Luck number two: This degenerate gluttonous thing called NRM thinks that stagnation is stability. It cannot even imagine Uganda collapsing into a failed state. The way Zimbabwe failed. The way Libya failed. Or fail another way. So the NRM is very happy with Mr Museveni.

At a cost of Shs7 billion, Museveni’s seventh swearing-in ceremony almost exactly matched Robert Mugabe’s $2-million birthday parties before the end of his rule in Zimbabwe.

To pass time, resigned Ugandans sometimes try to internalise the damage inflicted on the taxpayer by relating government expenditure to the world around them.

For instance, seeing that the purchase of just one automobile (always a huge SUV) for a minister in Museveni’s government bleeds the taxpayer by Shs700 million, they have calculated: 

A seven-ton truckload of sugarcane delivered to a sugar factory in Uganda fetches about Shs100,000 for the cane grower. Therefore, it takes 7,000 (yes, seven thousand) TATA truckloads of cane to pay for one minister’s car, before fuelling and maintenance costs kick in. Museveni has about 80 ministers.
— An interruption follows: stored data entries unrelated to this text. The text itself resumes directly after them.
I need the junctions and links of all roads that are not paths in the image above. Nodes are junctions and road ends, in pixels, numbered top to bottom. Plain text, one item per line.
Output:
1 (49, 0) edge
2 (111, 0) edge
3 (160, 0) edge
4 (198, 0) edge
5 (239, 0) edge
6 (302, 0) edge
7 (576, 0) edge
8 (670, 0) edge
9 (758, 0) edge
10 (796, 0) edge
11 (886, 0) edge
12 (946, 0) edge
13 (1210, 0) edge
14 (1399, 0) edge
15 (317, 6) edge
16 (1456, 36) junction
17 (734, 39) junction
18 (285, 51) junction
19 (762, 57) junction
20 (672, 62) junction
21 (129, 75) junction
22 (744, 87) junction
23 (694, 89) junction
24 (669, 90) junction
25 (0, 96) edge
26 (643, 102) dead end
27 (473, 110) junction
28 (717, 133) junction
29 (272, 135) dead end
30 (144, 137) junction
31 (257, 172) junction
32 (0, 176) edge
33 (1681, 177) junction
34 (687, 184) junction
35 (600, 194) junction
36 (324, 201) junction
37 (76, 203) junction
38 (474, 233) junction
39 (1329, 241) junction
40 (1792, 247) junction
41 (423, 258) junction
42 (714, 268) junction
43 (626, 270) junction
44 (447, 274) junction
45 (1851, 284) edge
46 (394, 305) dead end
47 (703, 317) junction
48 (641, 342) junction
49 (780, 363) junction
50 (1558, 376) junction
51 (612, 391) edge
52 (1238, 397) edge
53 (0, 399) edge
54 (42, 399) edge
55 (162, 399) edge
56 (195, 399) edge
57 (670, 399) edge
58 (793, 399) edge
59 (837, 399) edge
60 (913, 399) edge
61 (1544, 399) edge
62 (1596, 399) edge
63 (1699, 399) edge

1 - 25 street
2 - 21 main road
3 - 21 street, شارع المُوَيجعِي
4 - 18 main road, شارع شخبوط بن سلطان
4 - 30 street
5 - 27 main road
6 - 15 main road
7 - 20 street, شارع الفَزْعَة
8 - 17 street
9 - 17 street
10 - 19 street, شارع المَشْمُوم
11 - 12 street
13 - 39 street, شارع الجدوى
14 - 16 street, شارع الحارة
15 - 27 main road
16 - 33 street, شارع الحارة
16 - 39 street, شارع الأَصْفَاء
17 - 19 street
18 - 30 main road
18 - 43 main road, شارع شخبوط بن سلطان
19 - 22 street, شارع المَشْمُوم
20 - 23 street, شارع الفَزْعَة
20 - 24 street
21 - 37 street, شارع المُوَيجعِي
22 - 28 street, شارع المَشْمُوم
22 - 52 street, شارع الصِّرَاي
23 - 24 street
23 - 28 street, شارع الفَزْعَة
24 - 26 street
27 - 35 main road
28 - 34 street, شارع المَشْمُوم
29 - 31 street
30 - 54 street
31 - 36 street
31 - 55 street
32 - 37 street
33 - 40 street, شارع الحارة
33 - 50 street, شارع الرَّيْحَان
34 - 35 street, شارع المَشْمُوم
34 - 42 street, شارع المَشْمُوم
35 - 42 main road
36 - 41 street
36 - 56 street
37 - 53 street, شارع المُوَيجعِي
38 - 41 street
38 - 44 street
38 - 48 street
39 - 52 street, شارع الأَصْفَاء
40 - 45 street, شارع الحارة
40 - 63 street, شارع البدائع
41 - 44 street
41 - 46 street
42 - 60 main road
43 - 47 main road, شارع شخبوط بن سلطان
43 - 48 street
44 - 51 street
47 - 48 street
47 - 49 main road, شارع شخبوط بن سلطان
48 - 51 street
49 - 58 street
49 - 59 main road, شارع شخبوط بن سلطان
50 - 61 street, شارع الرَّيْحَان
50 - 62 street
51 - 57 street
If you lined up 7,000 trucks nose-to-tail on the roadside, they would cover the entire distance between Kampala and Entebbe.
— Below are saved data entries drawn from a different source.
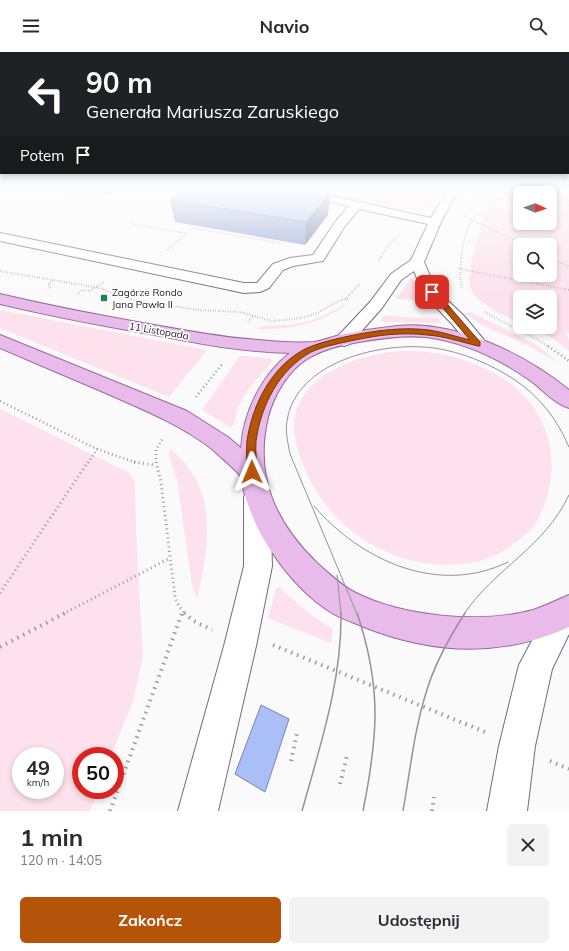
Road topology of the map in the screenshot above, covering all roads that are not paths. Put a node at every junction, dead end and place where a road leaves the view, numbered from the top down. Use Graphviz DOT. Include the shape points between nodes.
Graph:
graph roads {
  1 [pos="340,224"];
  2 [pos="434,224"];
  3 [pos="0,237"];
  4 [pos="417,262"];
  5 [pos="0,299"];
  6 [pos="344,340"];
  7 [pos="0,341"];
  8 [pos="478,344"];
  9 [pos="319,347"];
  10 [pos="569,401"];
  11 [pos="255,484"];
  12 [pos="566,612"];
  13 [pos="198,811"];
  14 [pos="507,811"];
  1 -- 3 [label="street" via="318,258 290,262 278,267 264,285 255,288 178,275"];
  2 -- 4 [label="street"];
  4 -- 6 [label="street" via="396,277 376,305"];
  4 -- 8 [label="street" via="426,283 438,300"];
  5 -- 9 [label="main road, 11 Listopada" via="235,345"];
  6 -- 8 [label="main road" via="381,332 406,331 429,333"];
  6 -- 9 [label="main road"];
  7 -- 11 [label="main road" via="179,417 220,443"];
  8 -- 10 [label="main road" via="523,366"];
  9 -- 11 [label="main road" via="292,361 276,378 264,398 256,418 251,443"];
  11 -- 12 [label="main road" via="267,520 280,542 308,575 340,600 355,608 429,631 452,633 493,633 538,625"];
  11 -- 13 [label="street" via="258,566"];
  12 -- 14 [label="street" via="536,665 517,746"];
}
The cost of Museveni’s swearing-in would be 70,000 truckloads of cane. The line would stretch from Kampala to the border town of Busia and several miles into Kenya!

Remember, we are passing time, instead of playing ludo.
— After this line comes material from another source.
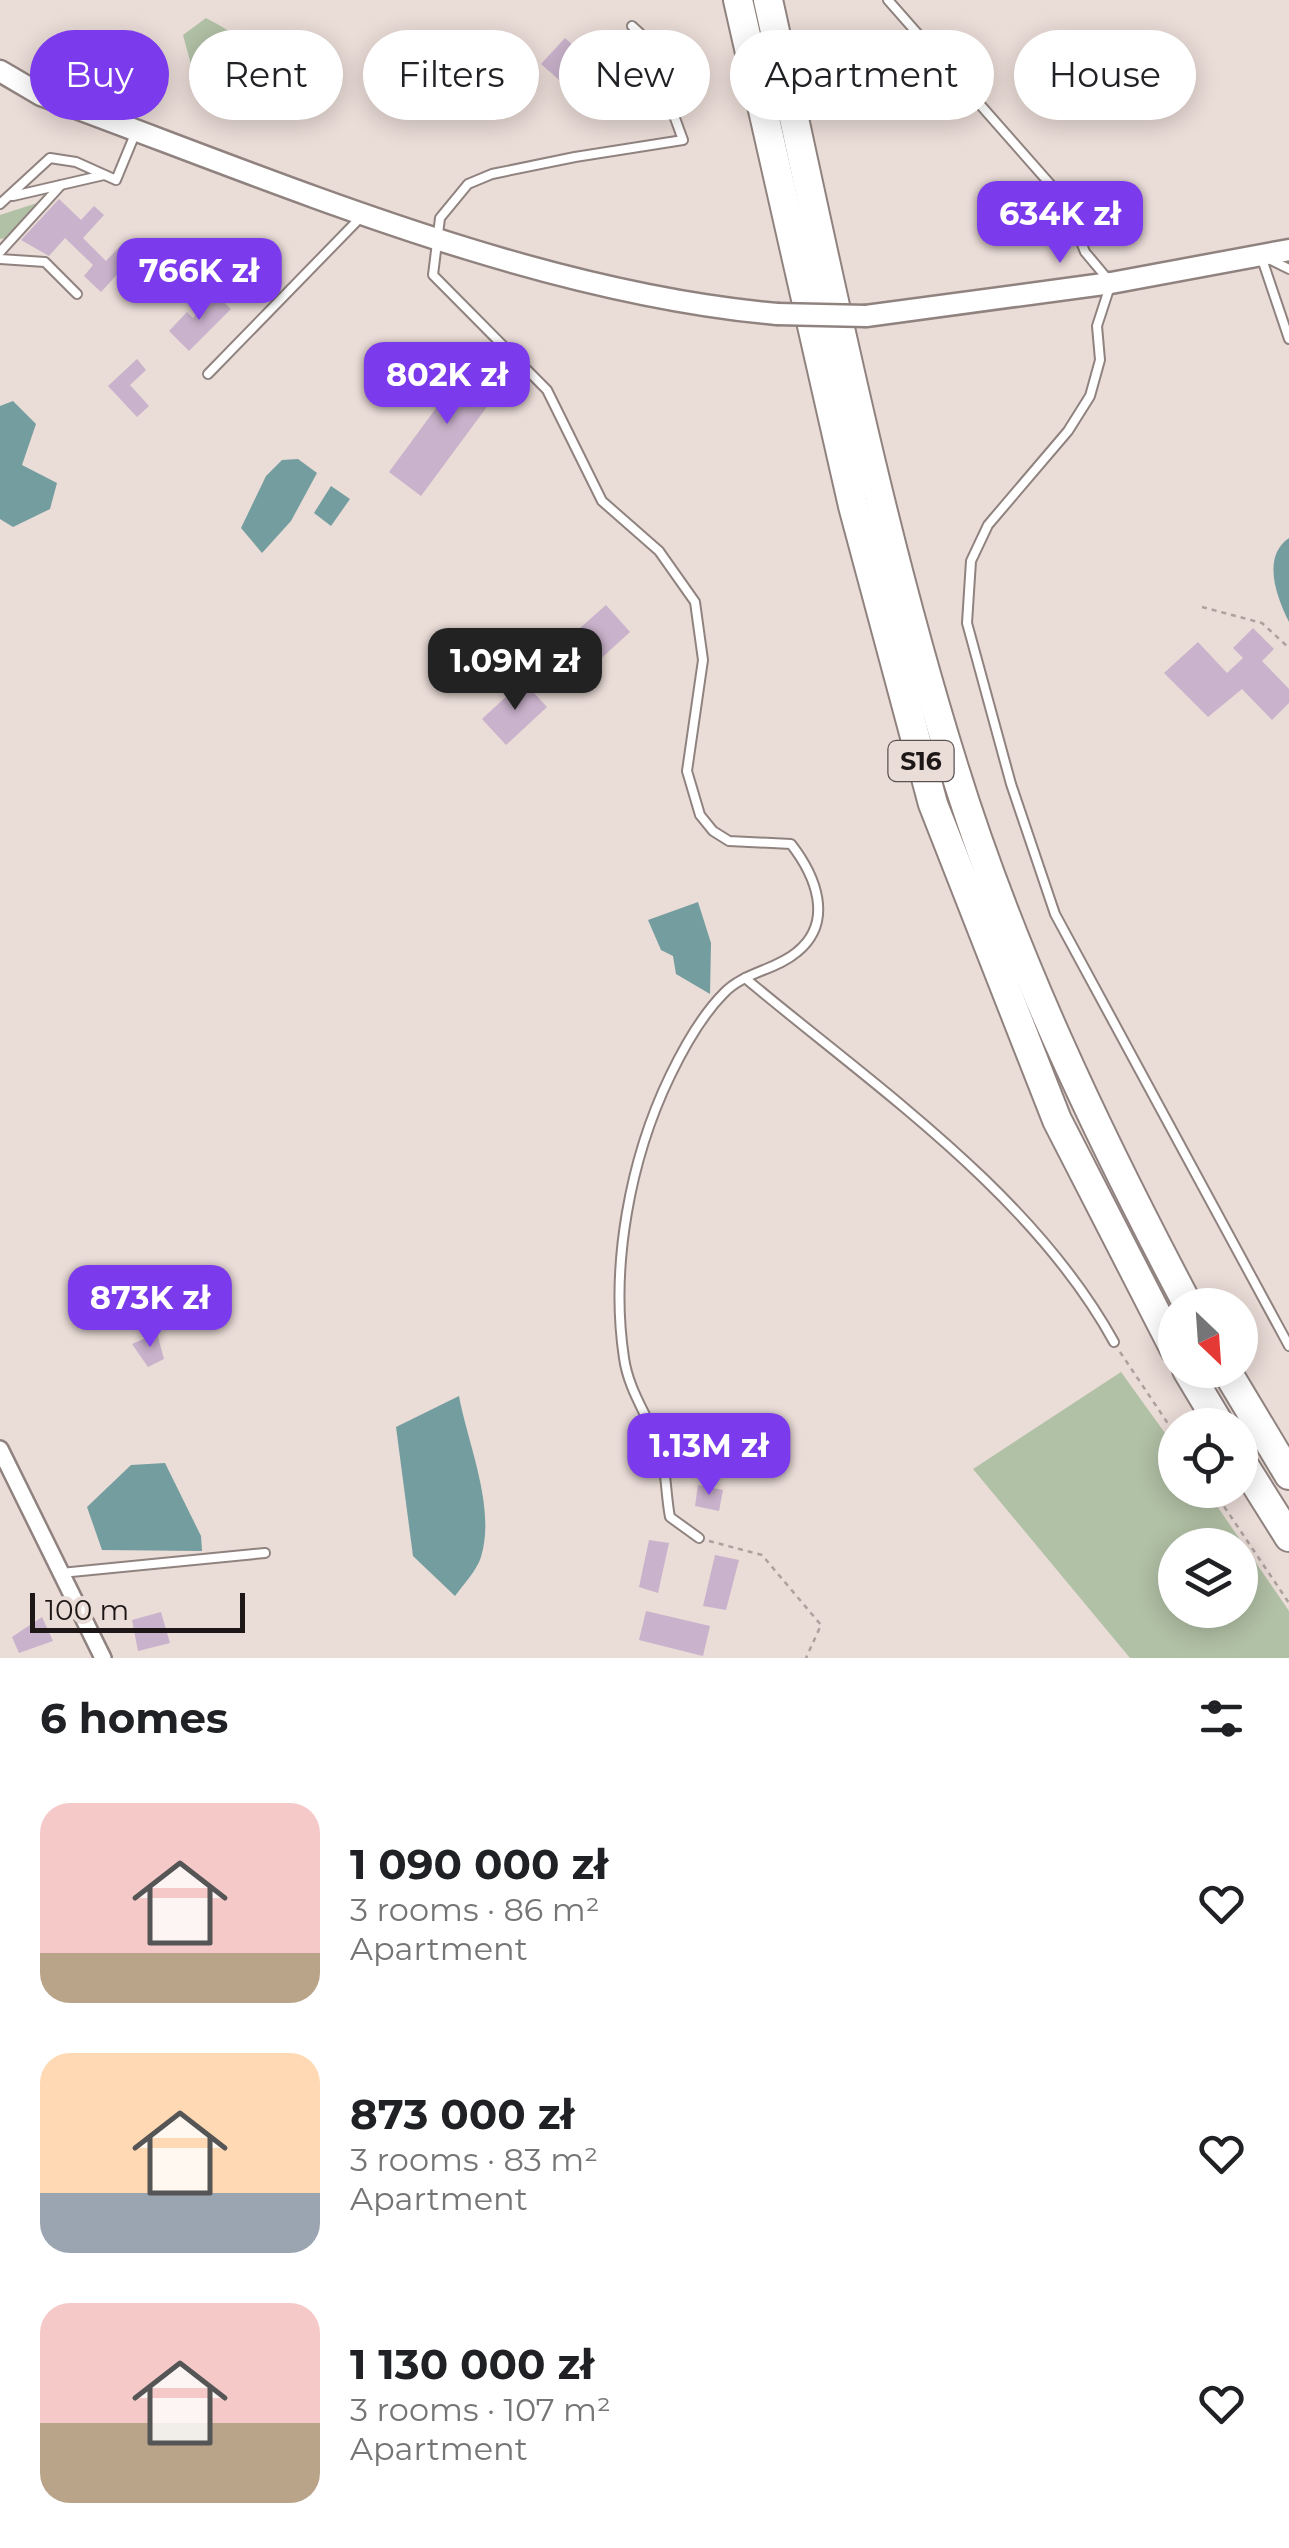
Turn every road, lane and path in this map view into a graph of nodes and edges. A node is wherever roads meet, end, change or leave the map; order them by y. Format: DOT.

Museveni is more serious. Instead of doing a minimalist oath (thanks to Covid-19) and, say, building basic hostel rooms for 700 nurses, he arranged a function where he could lambast his erstwhile Western friends for doing things like helping to overthrow his pan-Africanist comrade, Muammar Gaddafi. 

However, bitterly disappointed that Gaddafi abandoned Tripoli without a fight, Museveni also used his speech at the function to give his position on holding power.

In his heyday, Gaddafi said that revolutionaries (like Museveni) do not retire. By implication, Museveni now said that revolutionaries who had become dinosaurs (like Gaddafi) should destroy whole cities before surrendering power.

Well, all is not lost. Surely, pan-Africanism and saving Libya cannot end with Gaddafi.

If Museveni’s idea of ganging up with the then South African president, Jacob Zuma, to destroy Gaddafi’s Western enemies did not materialise, the two men can make good.

After Gaddafi, Libya is still chaotic, and there are non-African countries backing rival groups. This situation needs correction.

Fortunately, the current power struggle apparently does not involve jet-fighters or state-of-the-art missiles; the sort of weaponry that Museveni complained made the Gaddafi war unfair to Africans. Ask Bobi Wine about unfair battles. 

So, Museveni does not have to waste time dreaming about persuading the enemies to lower their military technology to suit his favourite type of combat, which is ‘man-to-man’. 

Fortunately, again, Jacob Zuma is now free. His only distraction is this corruption stuff in the courts. Freedom fighters should not be distracted by court processes. 

So, Zuma is available for duty any time his Kampala buddy calls. Then we can have something authentic instead of watching Hollywood fictions.